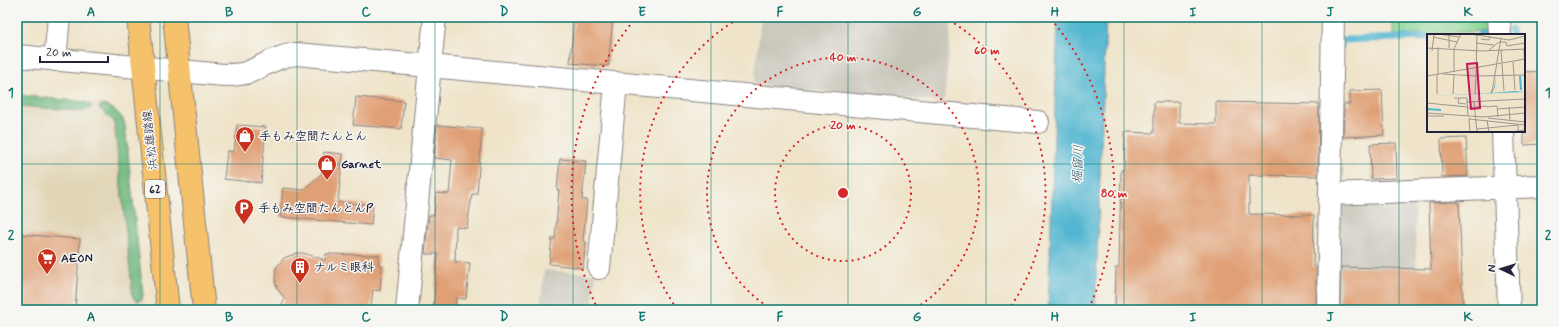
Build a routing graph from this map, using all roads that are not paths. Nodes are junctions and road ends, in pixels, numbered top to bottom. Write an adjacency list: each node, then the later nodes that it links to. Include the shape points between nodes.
1 (58, 17): 9 (street)
2 (138, 17): 11 (main road, 浜松雄踏線 / 62)
3 (174, 17): 12 (main road)
4 (435, 17): 10 (street)
5 (1333, 17): 18 (street)
6 (1500, 17): 7 (street)
7 (1500, 34)
8 (17, 56): 9 (street)
9 (55, 60): 11 (street)
10 (430, 66): 12 (street, via 296,54 285,55 236,75); 13 (street); 22 (street)
11 (143, 68): 12 (street); 20 (main road, 浜松雄踏線 / 62)
12 (179, 71): 21 (main road)
13 (616, 83): 14 (street); 19 (street)
14 (1038, 122)
15 (1503, 132): 17 (street)
16 (1542, 186): 17 (street)
17 (1505, 188): 18 (street); 24 (street)
18 (1330, 194): 23 (street)
19 (599, 268)
20 (168, 310)
21 (204, 310)
22 (407, 310)
23 (1328, 310)
24 (1509, 310)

● ● ● ● ● ● ●

**Directions:** Output the records verbatim, every one of them, and keep the pictures out.

**Your solution:**
Build a routing graph from this map, using all roads that are not paths. Nodes are junctions and road ends, in pixels, numbered top to bottom. Write an adjacency list: each node, then the later nodes that it links to. Include the shape points between nodes.
1 (58, 17): 9 (street)
2 (138, 17): 11 (main road, 浜松雄踏線 / 62)
3 (174, 17): 12 (main road)
4 (435, 17): 10 (street)
5 (1333, 17): 18 (street)
6 (1500, 17): 7 (street)
7 (1500, 34)
8 (17, 56): 9 (street)
9 (55, 60): 11 (street)
10 (430, 66): 12 (street, via 296,54 285,55 236,75); 13 (street); 22 (street)
11 (143, 68): 12 (street); 20 (main road, 浜松雄踏線 / 62)
12 (179, 71): 21 (main road)
13 (616, 83): 14 (street); 19 (street)
14 (1038, 122)
15 (1503, 132): 17 (street)
16 (1542, 186): 17 (street)
17 (1505, 188): 18 (street); 24 (street)
18 (1330, 194): 23 (street)
19 (599, 268)
20 (168, 310)
21 (204, 310)
22 (407, 310)
23 (1328, 310)
24 (1509, 310)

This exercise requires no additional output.